Bruxelles C’est ce que la maman de Julien, noyé en 2011, réclame pour toutes les piscines.

Début novembre, La DH vous révélait le dramatique accident survenu à la piscine du Ceria à Anderlecht. Thomas, un étudiant de 19 ans, s’y est noyé en pleine séance d’entraînement pour une épreuve de sauvetage, malgré la présence de plusieurs maîtres-nageurs. Un cas malheureux qui a beaucoup touché Marie-Jeanne Dujardin. Et pour cause, son fils est mort quasi dans les mêmes circonstances, le 24 juin 2011 au SportOase de Leuven.

Le centre aquatique a été condamné en mai 2015 pour non-assistance à personne en danger mais a décidé de faire appel, notamment en raison du préjudice moral réclamé. Un montant n’excédant pourtant pas les 20.000 euros. À la veille du nouveau procès qui l’opposera au SportOase, le 29 novembre prochain, devant la cour d’appel de Bruxelles, la maman de Julien pousse un cri du cœur.

"Mon fils avait 18 ans. Les images des caméras de surveillance du complexe ont démontré que mon enfant entamait une longueur depuis la grande profondeur lorsqu’il a soudainement ralenti. Il est resté pendant 11 minutes sur le fond de la piscine en petite profondeur, jusqu’à ce qu’un autre nageur donne l’alerte. Mon fils ne présentait aucun problème de santé majeur. D’ailleurs, nous avons fait don de ses organes. Il a simplement été victime d’un malaise et personne n’est venu l’aider", s’exclame la maman, qui réclame dès lors un système de détection de noyade obligatoire dans toutes les piscines du pays.

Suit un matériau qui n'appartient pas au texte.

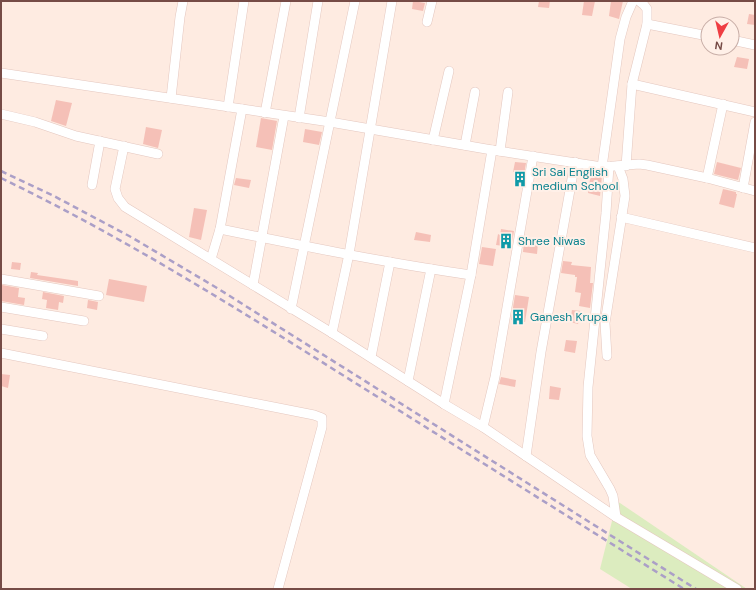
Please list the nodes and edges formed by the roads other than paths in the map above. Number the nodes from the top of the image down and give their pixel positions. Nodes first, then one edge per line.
1 (183, 1) edge
2 (244, 1) edge
3 (286, 1) edge
4 (318, 1) edge
5 (354, 1) edge
6 (392, 1) edge
7 (432, 1) edge
8 (633, 1) edge
9 (639, 1) edge
10 (427, 22) dead end
11 (646, 24) junction
12 (700, 34) edge
13 (740, 42) edge
14 (755, 45) edge
15 (449, 71) dead end
16 (1, 73) edge
17 (632, 84) junction
18 (475, 92) dead end
19 (508, 92) dead end
20 (170, 98) junction
21 (723, 104) junction
22 (228, 107) junction
23 (242, 109) junction
24 (755, 112) edge
25 (265, 113) junction
26 (1, 114) edge
27 (284, 116) junction
28 (299, 118) junction
29 (330, 122) junction
30 (755, 122) edge
31 (370, 130) junction
32 (433, 140) junction
33 (100, 141) junction
34 (465, 145) junction
35 (124, 146) junction
36 (496, 151) junction
37 (158, 154) dead end
38 (533, 156) junction
39 (575, 162) junction
40 (614, 166) junction
41 (707, 178) junction
42 (92, 185) dead end
43 (743, 188) junction
44 (755, 191) edge
45 (621, 217) junction
46 (220, 229) junction
47 (262, 238) junction
48 (304, 246) junction
49 (755, 248) edge
50 (349, 254) junction
51 (211, 259) junction
52 (390, 262) junction
53 (430, 269) junction
54 (471, 275) junction
55 (1, 279) edge
56 (254, 285) junction
57 (99, 296) dead end
58 (1, 307) edge
59 (291, 309) junction
60 (84, 321) dead end
61 (1, 329) edge
62 (332, 333) junction
63 (43, 336) dead end
64 (1, 353) edge
65 (607, 356) dead end
66 (371, 357) junction
67 (408, 381) junction
68 (444, 404) junction
69 (483, 426) junction
70 (526, 456) junction
71 (616, 517) junction
72 (278, 589) edge
73 (737, 589) edge

1 - 20 street
2 - 22 street
3 - 25 street
4 - 28 street
5 - 29 street
6 - 31 street
7 - 10 street
8 - 40 street
9 - 11 street
11 - 12 street
11 - 17 street
13 - 14 street
15 - 32 street
16 - 20 street
17 - 21 street
17 - 40 street
18 - 34 street
19 - 36 street
20 - 22 street
21 - 24 street
21 - 41 street
22 - 23 street
23 - 25 street
23 - 46 street
25 - 27 street
26 - 33 street
27 - 28 street
27 - 47 street
28 - 29 street
29 - 31 street
29 - 48 street
30 - 43 street
31 - 32 street
31 - 50 street
32 - 34 street
33 - 35 street
33 - 42 street
34 - 36 street
35 - 37 street
35 - 51 street
36 - 38 street
36 - 54 street
38 - 39 street
38 - 69 street
39 - 40 street
39 - 70 street
40 - 41 street
40 - 45 street
40 - 71 street
41 - 43 street
43 - 44 street
45 - 49 street
45 - 65 street
46 - 47 street
46 - 51 street
47 - 48 street
47 - 56 street
48 - 50 street
48 - 59 street
50 - 52 street
50 - 62 street
51 - 56 street
52 - 53 street
52 - 66 street
53 - 54 street
53 - 67 street
54 - 68 street
55 - 57 street
56 - 59 street
58 - 60 street
59 - 62 street
61 - 63 street
62 - 66 street
64 - 72 street
66 - 67 street
67 - 68 street
68 - 69 street
69 - 70 street
70 - 71 street
71 - 73 street

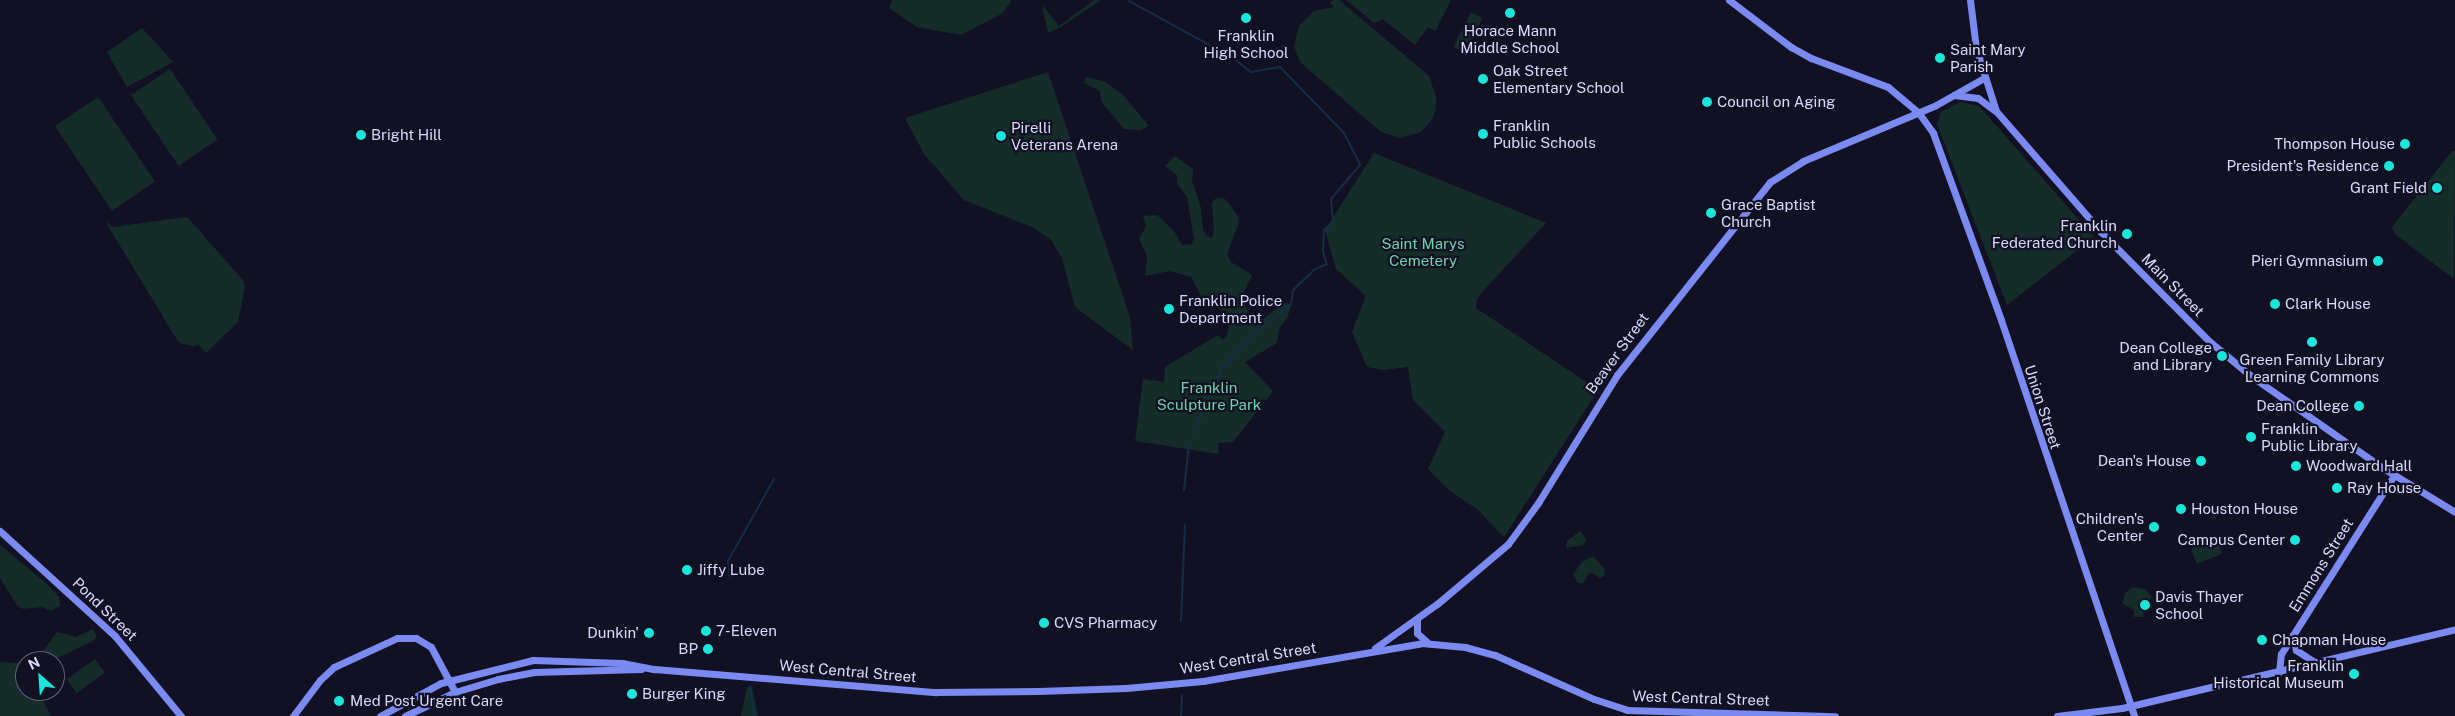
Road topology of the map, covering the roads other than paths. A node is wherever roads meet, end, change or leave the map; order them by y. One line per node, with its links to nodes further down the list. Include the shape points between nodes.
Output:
1 (1729, 0): 5 (main road, via 1811,58 1883,85)
2 (1970, 0): 3 (main road, Main Street, via 1974,39)
3 (1984, 78): 4 (main road, Beaver Street); 6 (main road, Main Street)
4 (1954, 95): 5 (main road, Beaver Street); 6 (main road, via 1978,98)
5 (1918, 112): 10 (main road, Beaver Street, via 1803,161 1765,188 1617,375 1522,527 1487,562); 20 (main road, Union Street, via 1942,152)
6 (1996, 112): 7 (main road, Main Street, via 2061,190 2209,341 2279,396)
7 (2394, 475): 8 (main road, Main Street); 12 (main road, Emmons Street)
8 (2455, 512)
9 (0, 531): 21 (main road, Pond Street, via 115,636)
10 (1417, 619): 13 (main road, via 1417,633); 14 (main road, Beaver Street)
11 (2455, 629): 15 (main road)
12 (2294, 634): 15 (main road, via 2296,650); 17 (main road, Emmons Street, via 2279,658)
13 (1429, 643): 14 (main road, West Central Street); 25 (main road, West Central Street, via 1464,646 1495,655 1594,699 1627,710)
14 (1371, 650): 16 (main road, West Central Street, via 1203,681 1091,689 936,692)
15 (2316, 663): 17 (main road)
16 (654, 669): 18 (main road, West Central Street, via 622,663 533,660); 19 (main road, West Central Street, via 534,672 498,678)
17 (2279, 672): 20 (main road)
18 (449, 681): 19 (main road); 22 (main road, via 433,650 416,638 389,641 340,663 320,680); 23 (main road, West Central Street)
19 (455, 692): 24 (main road, West Central Street)
20 (2130, 706): 26 (main road); 27 (main road, Union Street)
21 (181, 716)
22 (293, 716)
23 (380, 716)
24 (405, 716)
25 (1835, 716)
26 (2057, 716)
27 (2134, 716)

"Ce n’est pas un combat. Je déteste ce mot d’ailleurs. C’est juste pour éviter à nouveau qu’une famille souffre comme moi j’ai souffert de la mort de mon enfant. On compte en moyenne plus de 40 noyades par an dans des piscines publiques en Belgique. Il est temps que les pouvoirs publics et les sociétés privées qui exploitent les piscines assument leurs responsabilités en matière de sécurité des usagers de ces bassins", estime Marie-Jeanne Dujardin, ajoutant que de nombreuses piscines bruxelloises ont déjà opté pour un système de détection de noyade.

"Il faut que cela devienne obligatoire. Un tel équipement alerte le personnel de surveillance 10 à 15 secondes après la détection d’une noyade. Cela aurait pu sauver la vie de mon fils. Un supplément de 15 centimes par entrée à la piscine suffit à combler l’investissement dans un tel outil qui a déjà permis, en Belgique, de sauver une trentaine de personnes de la noyade", conclut la maman.